History, The Colonial Period
Comayagua, Viceroyalty of New Spain, Hernan Cortes, Antigua Guatemala, subsistence agriculture
The conquest of Honduras began in 1524 and was characterized by bitter struggles among rivals representing Spanish power centers in Mexico, Panama, and Hispaniola. Hernan Cortes, the conqueror of Mexico, went to Honduras in 1525 to establish a firm claim, but the discovery of gold there made it a center of intrigue and conflict for several years. Pedro de Alvarado, the governor of the Kingdom of Guatemala, finally overcame all challengers in 1539 to gain control of Honduras. The province became a part of the Guatemalan kingdom, which encompassed almost all of Central America and was itself a part of the vast Spanish colony known as the Viceroyalty of New Spain. Comayagua, established in 1540, served as the province’s capital during most of the colonial period. An early mining boom around Gracias gave the town such importance that in 1544 it became the capital for the Kingdom of Guatemala. The gold and silver deposits were more limited than originally believed, however, and Honduras lost its early importance; the regional capital was moved to Santiago de Guatemala (today known as Antigua Guatemala) in 1549.

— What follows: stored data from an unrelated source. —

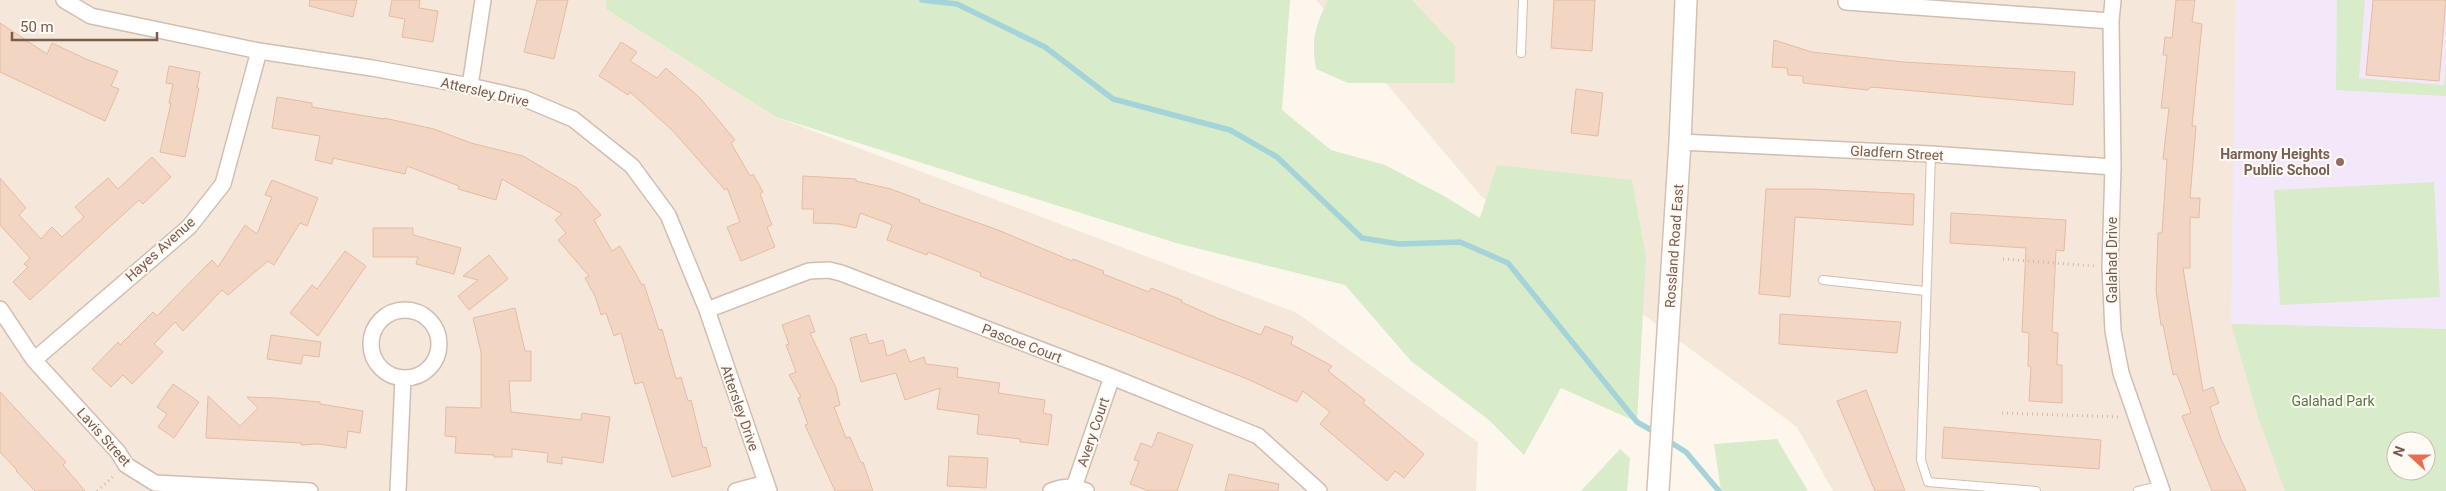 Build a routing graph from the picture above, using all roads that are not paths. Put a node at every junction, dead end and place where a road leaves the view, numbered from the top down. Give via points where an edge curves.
1 (64, 0) edge
2 (483, 0) edge
3 (1523, 0) edge
4 (1686, 0) edge
5 (1846, 0) edge
6 (2113, 0) edge
7 (2111, 21) junction
8 (259, 51) junction
9 (1521, 53) dead end
10 (470, 86) junction
11 (1680, 142) junction
12 (1930, 154) junction
13 (2113, 167) junction
14 (1822, 280) dead end
15 (1925, 291) junction
16 (0, 309) edge
17 (707, 310) junction
18 (34, 360) junction
19 (1112, 377) junction
20 (403, 378) junction
21 (1659, 483) edge
22 (767, 487) edge
23 (1080, 489) edge
24 (2161, 489) edge
25 (310, 491) edge
26 (398, 491) edge
27 (736, 491) edge
28 (1051, 491) edge
29 (1319, 491) edge
30 (2036, 491) edge
31 (2138, 491) edge

1 - 8 street, Attersley Drive via 91,16
2 - 10 street
3 - 9 lane
4 - 11 main road, Rossland Road East
5 - 7 street
6 - 7 street, Galahad Drive
7 - 13 street, Galahad Drive
8 - 10 street, Attersley Drive
8 - 18 street, Hayes Avenue via 223,184 189,227
10 - 17 street, Attersley Drive via 523,98 572,119 632,166 668,215
11 - 12 street, Gladfern Street
11 - 21 main road, Rossland Road East
12 - 13 street, Gladfern Street
12 - 15 lane
13 - 24 street, Galahad Drive via 2110,267 2115,339 2120,372
14 - 15 lane
15 - 30 lane via 1921,460 1928,482
16 - 18 street, Lavis Street
17 - 19 street, Pascoe Court via 809,271 829,270
17 - 22 street, Attersley Drive
18 - 25 street, Lavis Street via 118,452 126,465 154,483
19 - 23 street, Avery Court
19 - 29 street, Pascoe Court via 1258,436
20 - 20 street via 419,375 432,365 438,355 439,344 433,324 416,311 404,309 382,318 371,338 371,350 382,370
20 - 26 street
22 - 27 street
23 - 28 street, Avery Court via 1063,487
24 - 31 lane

Flurries of mining activity around Tegucigalpa encouraged that town also to challenge Comayagua, especially in the late colonial period, creating a rivalry that would grow in intensity after independence. For the most part, however, colonial Honduras was a sparsely populated province, with most of its population dedicated to subsistence agriculture or ranching. By the end of the colonial period Honduras was an important supplier of foodstuffs and livestock to the indigo-exporting regions of El Salvador and Guatemala.